Périphéries

Carnet
Janvier 2003

Au fil des jours,
Périphéries explore quelques pistes -
chroniques, critiques, citations, liens pointus...

[02/01/03] Vaisseaux fantômes
Les vœux des éditions Verticales

Pour leurs vœux annuels, les éditions Verticales ont invité leurs auteurs à imaginer un texte court à partir d’une phrase entendue de la bouche de l’éditeur Pierre Marchand, disparu cette année : « Lorsque le bûcheron pénétra dans la forêt avec sa hache, les arbres se dirent : ne nous inquiétons pas, le manche est des nôtres. » Nous vous en proposons deux : ceux de Régis Jauffret et Lydie Salvayre.

Bonne année

Par Régis Jauffret

Cette matière chaude, glabre ou velue selon les âges, les zones, c’est le bois dont nous sommes faits comme des flûtes, des violons, des vaisseaux fantômes qui apparaissent, fugaces, le temps d’une vie.

Nous sommes solidaires, la race humaine est notre patrie, nous aimons même les assassins, les guerriers, et les charniers nous plaisent comme des piscines où nous pourrions nager au milieu de nos frères, nos sœurs, décomposés, pourris. Nous irions jusqu’à faire la planche au-dessus d’eux, nous laisser flotter le temps d’une sieste à la surface de notre avenir immédiat, de notre prochain ou très lointain sommeil, là-bas, au bout de notre imaginaire, petit îlot dissimulé par la déferlante d’un quotidien divertissant, sordide, appétissant comme une partouze.

Les bombes sont faites de notre matière grise, les stratèges souillent les guerres de leurs neurones comme des couches. Les bourreaux, les victimes sont sortis de la même manche de prestidigitatrice, la vulve génératrice, sacrée, qu’idolâtrent même les gens heureux qui parsèment la planète comme des nains de jardin ébahis au milieu des cris des mourants qu’ils prennent pour les pétards d’une fête à la gloire du cyclisme.

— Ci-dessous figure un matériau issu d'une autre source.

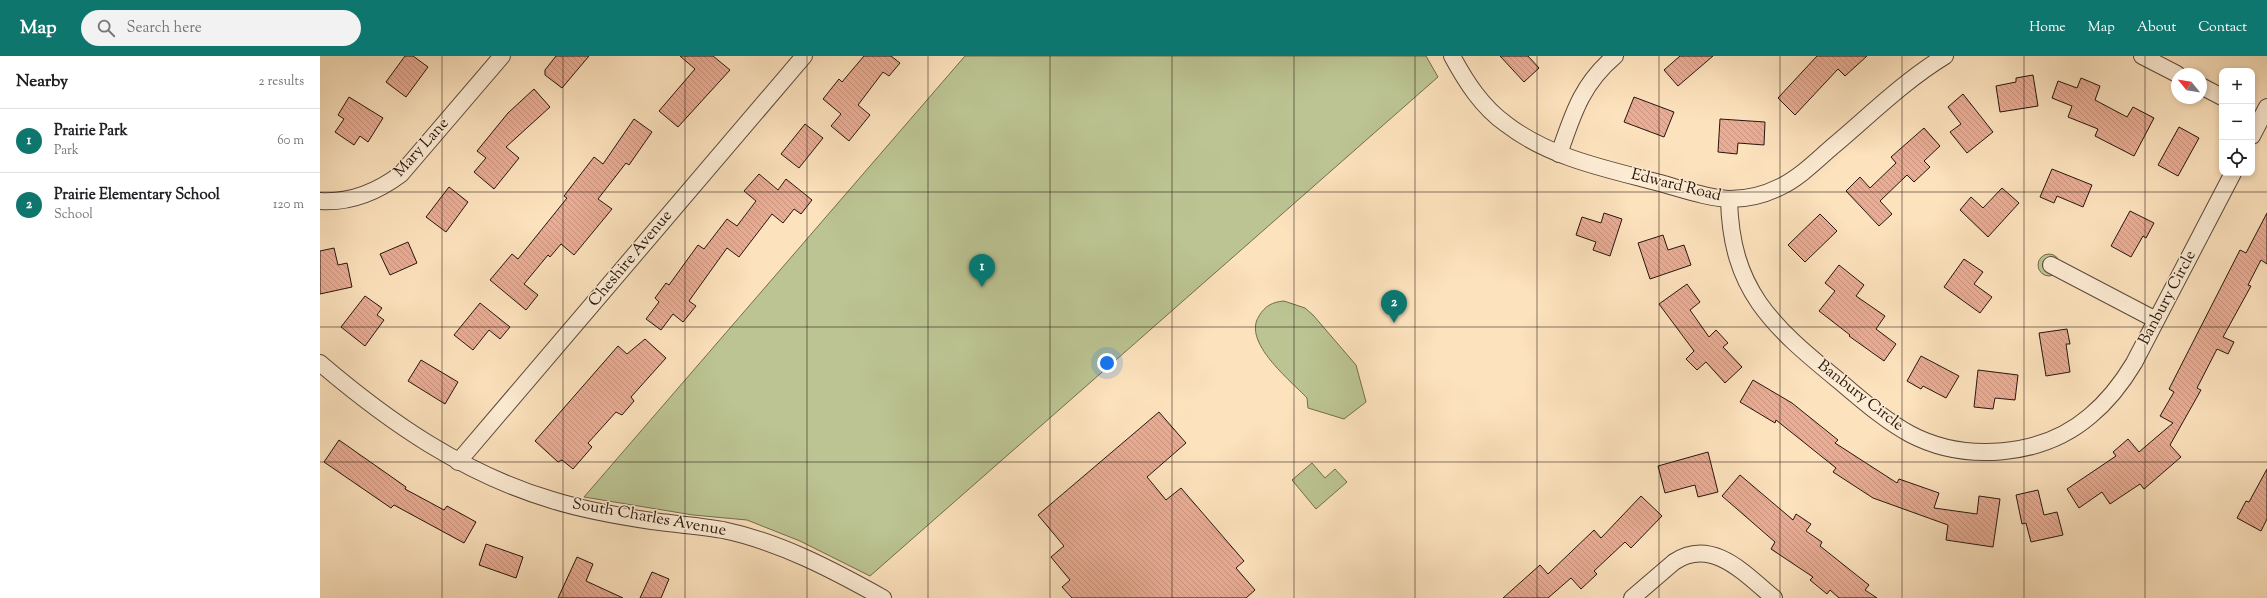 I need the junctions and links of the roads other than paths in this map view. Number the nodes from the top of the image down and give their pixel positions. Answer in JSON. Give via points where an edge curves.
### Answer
{"nodes":[{"id":1,"x":502,"y":56,"type":"edge"},
{"id":2,"x":804,"y":56,"type":"edge"},
{"id":3,"x":1452,"y":56,"type":"edge"},
{"id":4,"x":1615,"y":56,"type":"edge"},
{"id":5,"x":1945,"y":56,"type":"edge"},
{"id":6,"x":2142,"y":56,"type":"edge"},
{"id":7,"x":2171,"y":71,"type":"edge"},
{"id":8,"x":2207,"y":89,"type":"edge"},
{"id":9,"x":2219,"y":95,"type":"edge"},
{"id":10,"x":2262,"y":115,"type":"edge"},
{"id":11,"x":2255,"y":130,"type":"edge"},
{"id":12,"x":1559,"y":154,"type":"junction"},
{"id":13,"x":2231,"y":176,"type":"edge"},
{"id":14,"x":1729,"y":199,"type":"junction"},
{"id":15,"x":320,"y":201,"type":"edge"},
{"id":16,"x":2051,"y":265,"type":"dead end"},
{"id":17,"x":2156,"y":320,"type":"junction"},
{"id":18,"x":320,"y":363,"type":"edge"},
{"id":19,"x":458,"y":462,"type":"junction"},
{"id":20,"x":883,"y":598,"type":"edge"},
{"id":21,"x":1632,"y":598,"type":"edge"},
{"id":22,"x":1774,"y":598,"type":"edge"}],
"edges":[{"from":1,"to":15,"type":"street","name":"Mary Lane","via":[[401,174],[388,184],[367,194],[344,201]]},
{"from":2,"to":19,"type":"street","name":"Cheshire Avenue"},
{"from":3,"to":12,"type":"street","name":"Edward Road","via":[[1477,96],[1492,112],[1530,141]]},
{"from":4,"to":12,"type":"street","via":[[1602,67],[1583,91]]},
{"from":5,"to":14,"type":"street","name":"Edward Road","via":[[1918,74],[1810,166],[1781,187],[1748,198]]},
{"from":6,"to":7,"type":"street"},
{"from":8,"to":9,"type":"street"},
{"from":10,"to":11,"type":"street"},
{"from":12,"to":14,"type":"street","name":"Edward Road","via":[[1702,194]]},
{"from":13,"to":17,"type":"street","name":"Banbury Circle"},
{"from":14,"to":17,"type":"street","name":"Banbury Circle","via":[[1729,225],[1739,265],[1760,306],[1785,336],[1895,425],[1926,441],[1946,447],[1995,452],[2018,449],[2046,441],[2078,425],[2105,402],[2122,382]]},
{"from":16,"to":17,"type":"street"},
{"from":18,"to":19,"type":"street","name":"South Charles Avenue","via":[[394,422]]},
{"from":19,"to":20,"type":"street","name":"South Charles Avenue","via":[[551,500],[607,514],[724,530],[766,542],[802,557]]},
{"from":21,"to":22,"type":"street","via":[[1682,556],[1698,552],[1709,552],[1728,561]]}]} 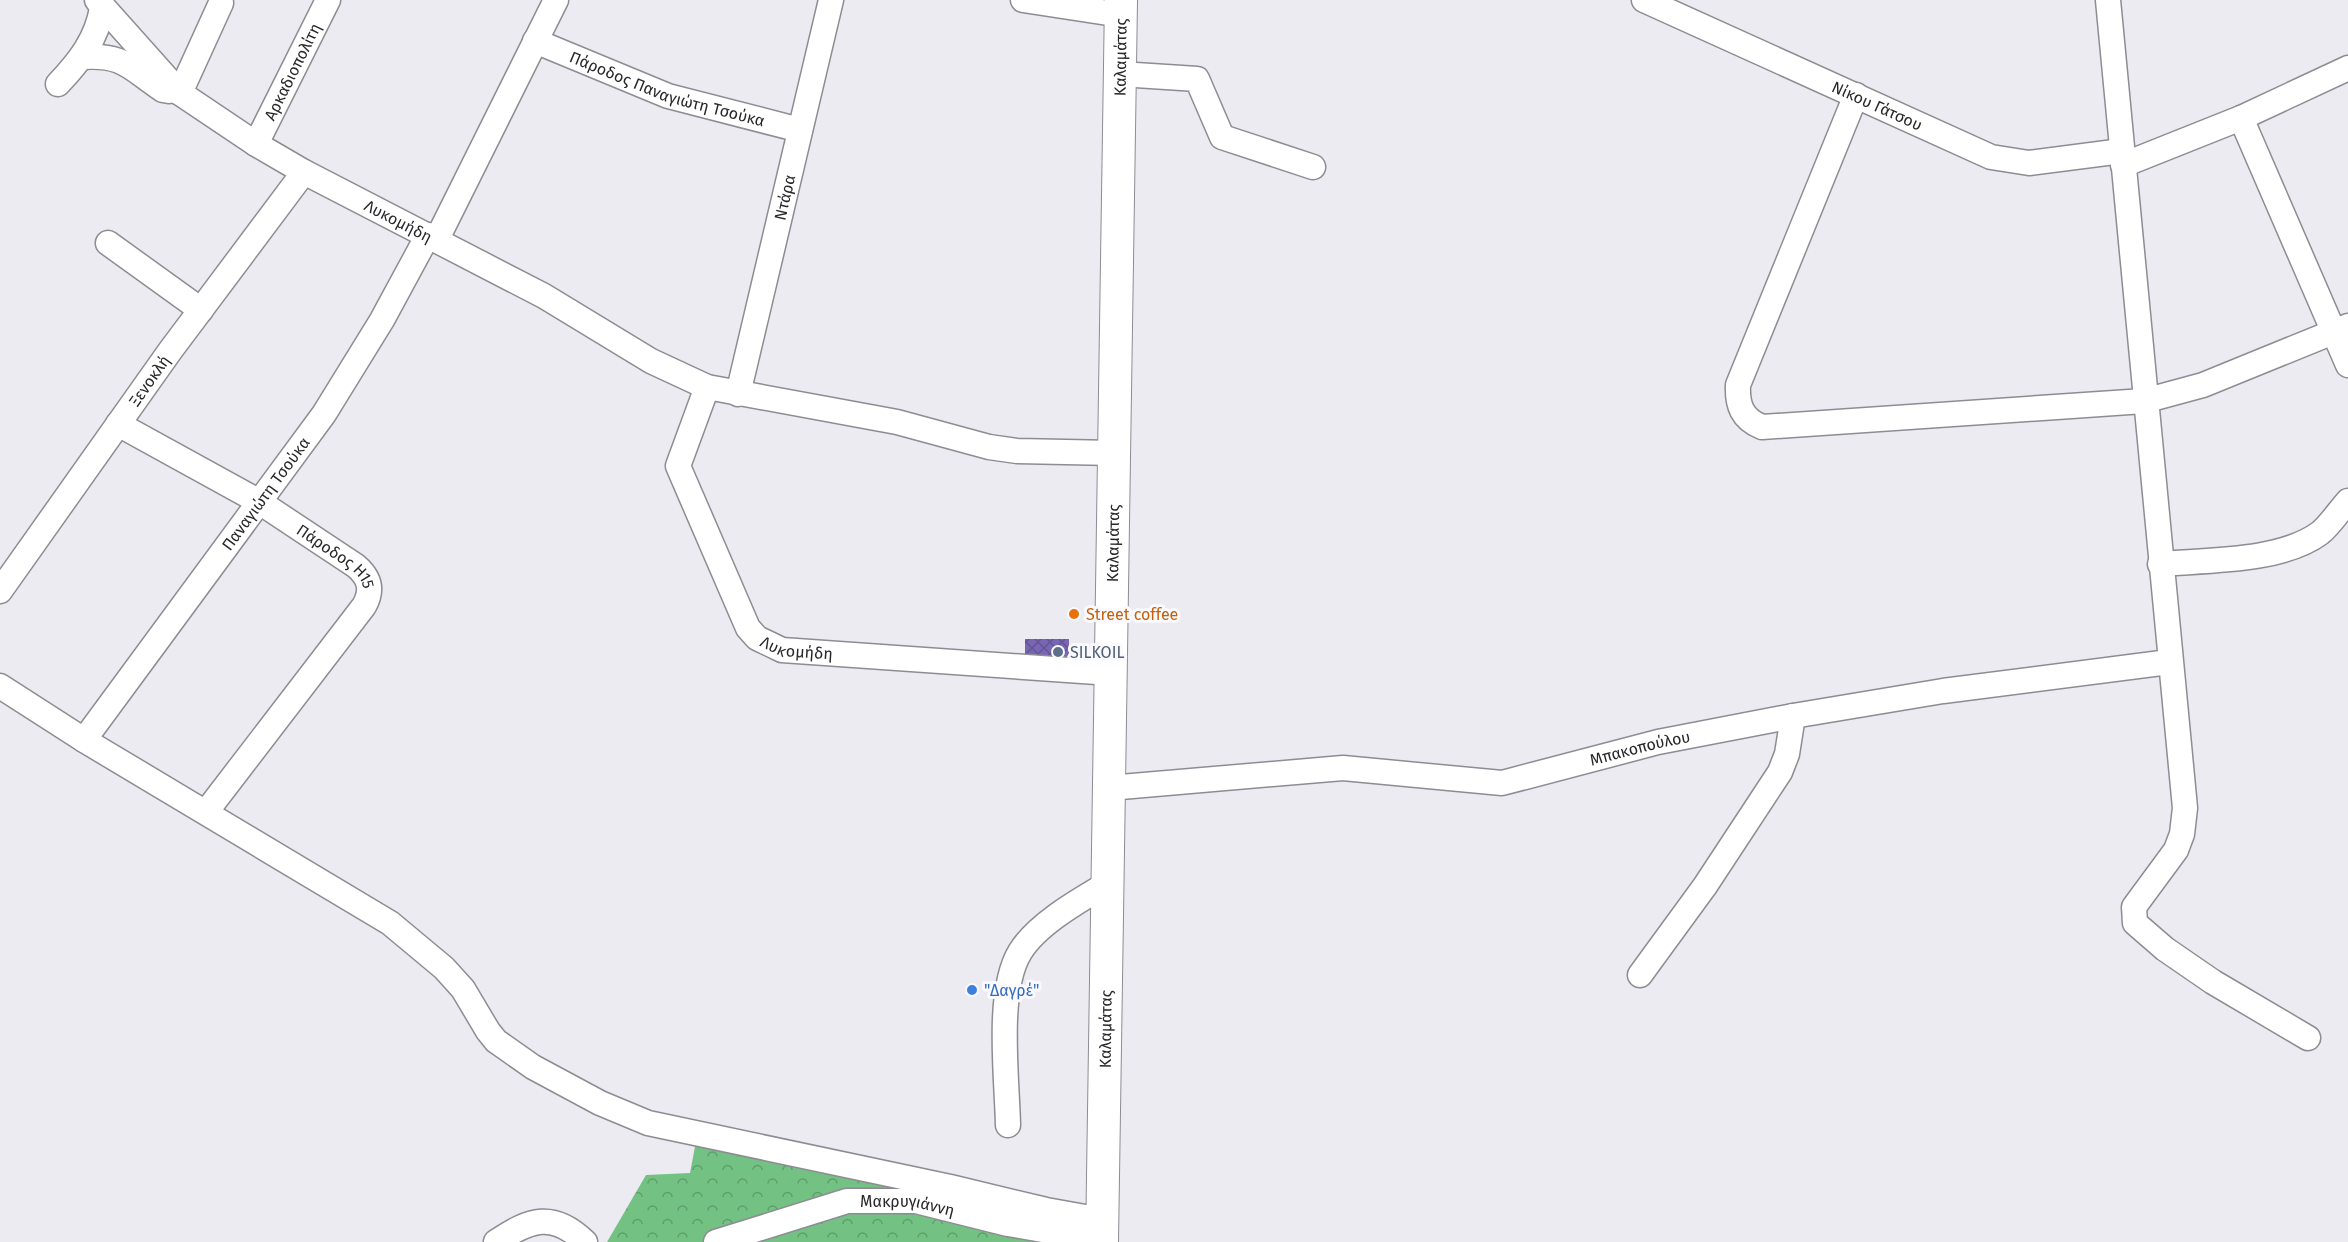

Bonne année ! Ne croyez pas que je me moque de vous, que je vous injurie. J’espère de tout mon cœur que l’année nouvelle ne vous transformera pas en figurant d’un événement historique déplaisant et que vous ferez preuve de votre cran coutumier pour supporter le spectacle des actualités dont seuls les enfants attardés persistent à s’amuser en croyant le sang des martyrs échappé d’une publicité pour la viande.

Proposition en faveur
de l’abattage impitoyable
des arbres, arbustes et arbrisseaux

Par Lydie Salvayre

1 - Regroupés en forêts, les arbres, arbustes et arbrisseaux servent d’ultime refuge aux animaux sauvages et aux hommes qui fuient leurs semblables. Une bonne déforestation permettrait de se débarrasser définitivement des uns comme des autres.

2 - Ramifiés en branches et branchettes, les arbres offrent aux désespérés un support idéal où attacher leur corde. La taille systématique des branchages (limitant les arbres à leur tronc) diminuerait sensiblement la vague des suicides qui affecte le pays.

3 - Traité par l’industrie, le cœur des arbres réduit en pâte, se transforme en papier sur lequel des hommes énervés écrivent des romans. Un déboisement radical (entraînant à court terme la chute des activités papetières) verrait la disparition progressive des livres susnommés, fort nocifs, semble-t-il, au calme des nations.

4 - Des expressions péjoratives telles que : maladroit comme un manche, con comme un balai, ennuyeux comme une scie (ou sciant), ainsi que les injurieuses comparaisons à un gland, à une bûche, à une branche, à un fagot ou à tout autre objet sylvestre mourraient de leur mort naturelle.

5 - Le poète exagérément célébré Federico Garcia Lorca, espagnol, pédéraste et auteur de Vert que je t’aime vert (éloge sirupeux de la fonction arboricole) serait dès lors remis à son juste échelon. C’est-à-dire le dernier.

6 - Enfin, nous n’aurions plus l’énervement d’ouïr, murmurées artistement à nos oreilles, des inepties du genre : La clarté déserte de ma lampe / Sur le vide papier que la blancheur défend, où le bon sens et la raison sont impudemment insultés.